• **INSTRUCTIONS FOR THE TASK**
Throughout the listing that follows, find each line with the word "Creek" and copy it.

*** Opening INFORMATION SHOWN ***

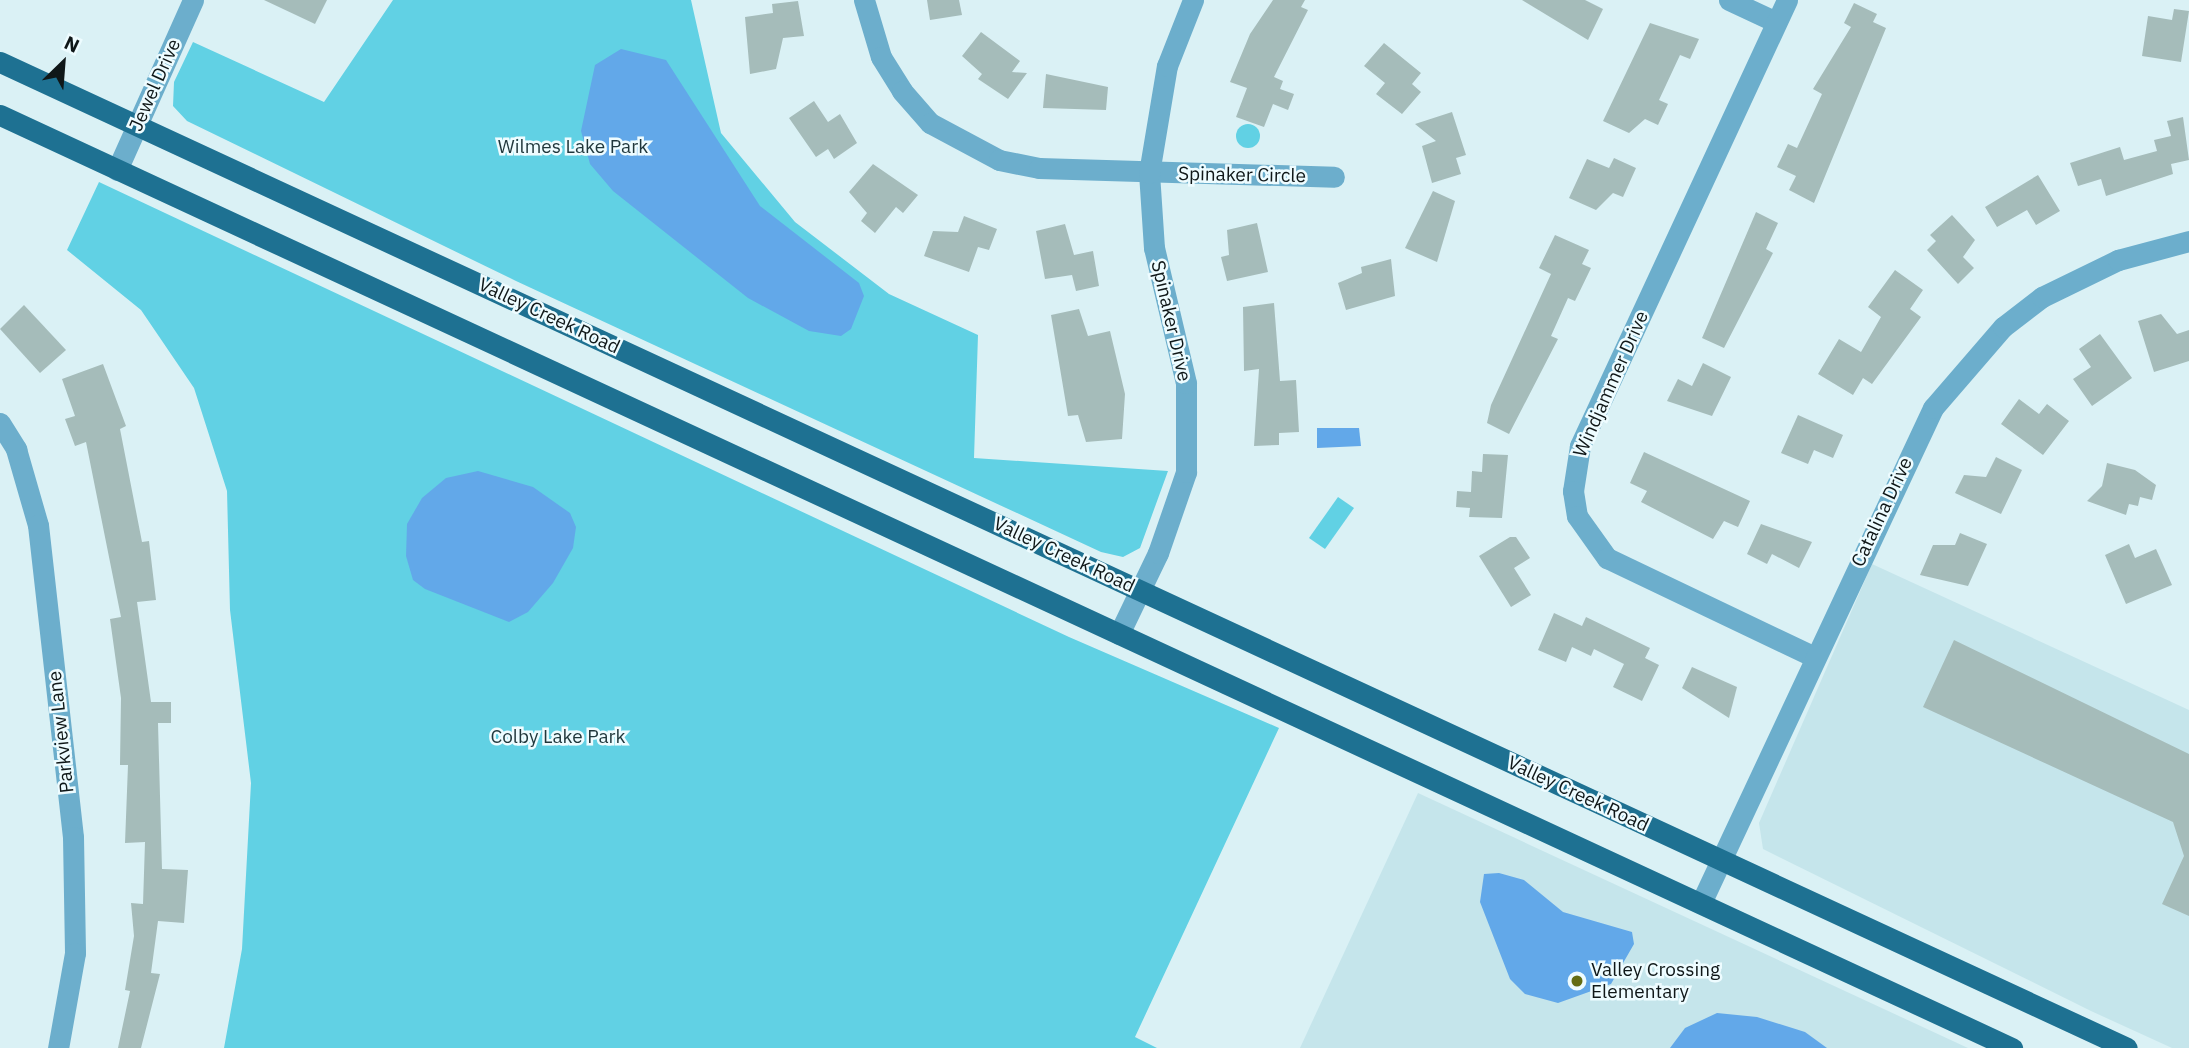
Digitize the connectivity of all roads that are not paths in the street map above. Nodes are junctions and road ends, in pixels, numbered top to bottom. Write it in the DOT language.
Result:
graph roads {
  1 [pos="194,0"];
  2 [pos="864,0"];
  3 [pos="1193,0"];
  4 [pos="1729,0"];
  5 [pos="1787,0"];
  6 [pos="1776,22"];
  7 [pos="0,62"];
  8 [pos="0,116"];
  9 [pos="137,125"];
  10 [pos="117,170"];
  11 [pos="1149,173"];
  12 [pos="1334,177"];
  13 [pos="2189,241"];
  14 [pos="0,423"];
  15 [pos="1140,591"];
  16 [pos="1119,634"];
  17 [pos="1815,657"];
  18 [pos="1721,860"];
  19 [pos="1701,903"];
  20 [pos="58,1048"];
  21 [pos="2012,1048"];
  22 [pos="2127,1048"];
  1 -- 9 [label="street, Jewel Drive"];
  2 -- 11 [label="street, Spinaker Circle"];
  3 -- 11 [label="street, Spinaker Drive"];
  4 -- 6 [label="street"];
  5 -- 6 [label="street, Windjammer Drive"];
  6 -- 17 [label="street, Windjammer Drive"];
  7 -- 9 [label="main road, Valley Creek Road"];
  8 -- 10 [label="main road"];
  9 -- 10 [label="street, Jewel Drive"];
  9 -- 15 [label="main road, Valley Creek Road"];
  10 -- 16 [label="main road"];
  11 -- 12 [label="street, Spinaker Circle"];
  11 -- 15 [label="street, Spinaker Drive"];
  13 -- 17 [label="street, Catalina Drive"];
  14 -- 20 [label="street, Parkview Lane"];
  15 -- 16 [label="street, Spinaker Drive"];
  15 -- 18 [label="main road, Valley Creek Road"];
  16 -- 19 [label="main road"];
  17 -- 18 [label="street, Catalina Drive"];
  18 -- 19 [label="street, Catalina Drive"];
  18 -- 22 [label="main road, Valley Creek Road"];
  19 -- 21 [label="main road"];
}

*** Closing INFORMATION SHOWN ***

• **ANSWER TO THE EXERCISE**
  7 -- 9 [label="main road, Valley Creek Road"];
  9 -- 15 [label="main road, Valley Creek Road"];
  15 -- 18 [label="main road, Valley Creek Road"];
  18 -- 22 [label="main road, Valley Creek Road"];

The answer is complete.